Introduction #
There’s no time like the present to conduct a pay equity audit for monitoring and evaluation specialists. This year, employers in the monitoring and evaluation industry face historic competition to recruit and retain talents. With continued pressure to increase DE&I efforts and a wave of new pay equity laws, a pay equity audit can be just the formula to keep the momentum moving in the right direction.
What is a pay equity audit? #
A pay equity audit is conducted when an organization is looking to find differences in compensation such as base pay, total cash compensation, variable pay, benefits, and other perquisites where those differences aren’t the result of job-related factors. Also critical to the process is for the organization to be committed to do something about what they uncover.
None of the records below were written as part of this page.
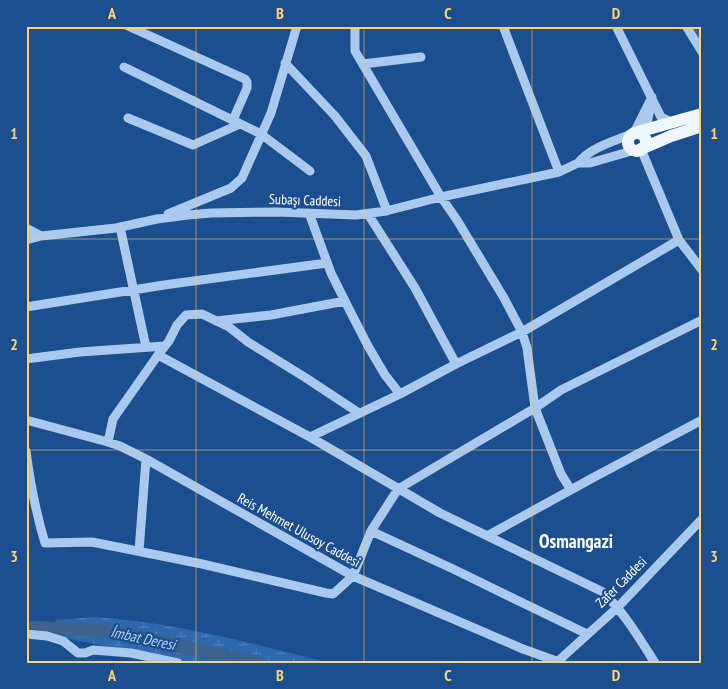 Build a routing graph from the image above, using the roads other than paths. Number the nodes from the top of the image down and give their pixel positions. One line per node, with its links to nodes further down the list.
1 (128, 26): 15 (street)
2 (355, 26): 10 (street)
3 (503, 26): 22 (street)
4 (616, 26): 12 (street)
5 (686, 26): 7 (street)
6 (294, 28): 9 (street)
7 (702, 52)
8 (421, 57): 10 (street)
9 (285, 63): 18 (street); 24 (street)
10 (363, 64): 23 (street)
11 (124, 67): 15 (street)
12 (652, 97): 16 (street); 19 (street); 19 (street)
13 (702, 114): 16 (main road)
14 (128, 118): 15 (street)
15 (236, 122): 18 (street)
16 (671, 122): 19 (main road)
17 (702, 126): 19 (main road)
18 (261, 134): 21 (street); 27 (street)
19 (640, 140): 20 (street, Subaşı Caddesi); 20 (street, Subaşı Caddesi); 32 (street)
20 (578, 163): 22 (street, Subaşı Caddesi)
21 (310, 172)
22 (558, 172): 23 (street, Subaşı Caddesi)
23 (441, 197): 24 (street, Subaşı Caddesi); 40 (street)
24 (387, 211): 26 (street, Subaşı Caddesi)
25 (309, 213): 26 (street, Subaşı Caddesi); 27 (street, Subaşı Caddesi); 33 (street)
26 (368, 214): 45 (street)
27 (157, 220): 28 (street, Subaşı Caddesi)
28 (120, 227): 30 (street, Subaşı Caddesi); 35 (street)
29 (26, 228): 30 (street)
30 (41, 236): 31 (street, Subaşı Caddesi)
31 (26, 240)
32 (679, 240): 34 (street); 40 (street)
33 (328, 263): 35 (street); 36 (street)
34 (702, 270)
35 (134, 291): 37 (street); 42 (street)
36 (346, 300): 39 (street); 46 (street)
37 (26, 307)
38 (702, 320): 47 (street)
39 (216, 321): 41 (street); 48 (street)
40 (522, 332): 45 (street); 47 (street)
41 (165, 346): 42 (street); 43 (street)
42 (146, 347): 44 (street)
43 (158, 355): 51 (street); 52 (street)
44 (26, 359)
45 (456, 364): 46 (street)
46 (400, 394): 48 (street)
47 (535, 408): 55 (street); 56 (street)
48 (359, 413): 51 (street)
49 (702, 420): 56 (street)
50 (28, 423): 52 (street, Reis Mehmet Ulusoy Caddesi)
51 (310, 437): 55 (street)
52 (108, 442): 54 (street, Reis Mehmet Ulusoy Caddesi)
53 (26, 451): 60 (street)
54 (146, 459): 60 (street); 61 (street, Reis Mehmet Ulusoy Caddesi)
55 (398, 488): 58 (street); 59 (street)
56 (570, 490): 59 (street)
57 (702, 519): 62 (street, Zafer Caddesi)
58 (372, 531): 61 (street); 64 (street)
59 (487, 536): 62 (street)
60 (139, 551): 61 (street)
61 (353, 576): 65 (street, Reis Mehmet Ulusoy Caddesi)
62 (618, 607): 64 (street, Zafer Caddesi); 67 (street)
63 (26, 634): 66 (street)
64 (587, 634): 65 (street, Zafer Caddesi)
65 (559, 662)
66 (178, 663)
67 (655, 663)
Reasons to do pay equity audit for M&E roles #
The following are some of the reasons to consider doing a pay equity audit for monitoring and evaluation roles:
- Beat Back the Great Resignation. While employers are stretching budgets to raise salaries to recruit new M&E specialists, retention is also important. Traditional market analysis reveals whether pay is competitive with outside employers, but a pay equity audit identifies potential internal gaps that can lead employees to feel underappreciated and look elsewhere.
- Edge Out the Competition. Companies in the monitoring and evaluation industry are increasingly asking vendors to show their cards when it comes to meeting certain DE&I benchmarks. An internal pay equity audit shows a company is serious about addressing and remedying wage gaps to improve equity among employees—and companies can highlight these efforts in RFP responses.
- Practice What You Preach. If your company asks vendors to meet DE&I benchmarks, advertises its DE&I efforts, or is certified as a woman- or minority-owned business, a pay equity audit shows that you hold yourself to the same standards.
- Prepare for Pay Transparency Laws. With lawmakers across the country passing legislation requiring employers to disclose salary ranges for posted positions, employers are knocking out two birds with one stone: pulling wage data for job postings and pay equity audits. The pay equity audit serves as a helpful benchmark when making decisions about posted salary ranges and job offers.
- Mitigate Risk. To proactively identify and address wage gaps that could result in liability under the Equal Pay Act or equivalent state law.
Conducting a pay equity audit #
The first step in creating a more fair and inclusive workplace, and subsequently ensuring pay equity compliance is to conduct a pay equity audit.
Before beginning the pay equity audit, you should compile and analyze workforce data from your various human capital management platforms. Since this data is often stored in disconnected systems, it can be difficult to get your data cleaned and prepped for the audit.
Best practices include partnering with a pay equity expert that specializes in data quality, legislation, and software. The expert can provide a clear picture of apparent pay gaps across groups of M&E specialists, at every worker level within an organization. The SaaS solution analyzes compensation data at the intersection of gender and race/ethnicity so that you can truly understand equity.
Why should an attorney be involved? #
- Employment attorneys understand the assignment when it comes to pay equity audits. They have the knowledge and wherewithal to help monitoring and evaluation specialists bargain good paycheck.
- You need to maintain the confidentiality of the pay equity audit process and results: Another reason to consider an attorney is that they will help you maintain the confidentiality of the process and results.
- Bad fixes make pay-gap problems worse: Your attorney can help you prevent making small and seemingly straight-forward solutions into bigger problems.
- Your attorneys are there to help and protect the organization: Attorneys understand what it takes to run an organization. As such, they will do everything possible to protect your organization and M&E professionals.
Key Takeaways #
A pay equity audit starts with workforce data, so one of the first steps in performing the analysis is to ensure data accuracy. Pay equity audits provide compensation recommendations and if the data is inaccurate, it can have devastating effects, including creating more pay inequities.
Ultimately, a pay equity audit should create real change within your organization. The goal is to improve the quality of the workplace, as well as protect, and boost, an organization’s bottom line.
If you choose to partner with an expert to assist with pay equity, ensure they offer a solution that validates data quality, as that data will need to be used to perform advanced analytics that provide customized guidance and remediation.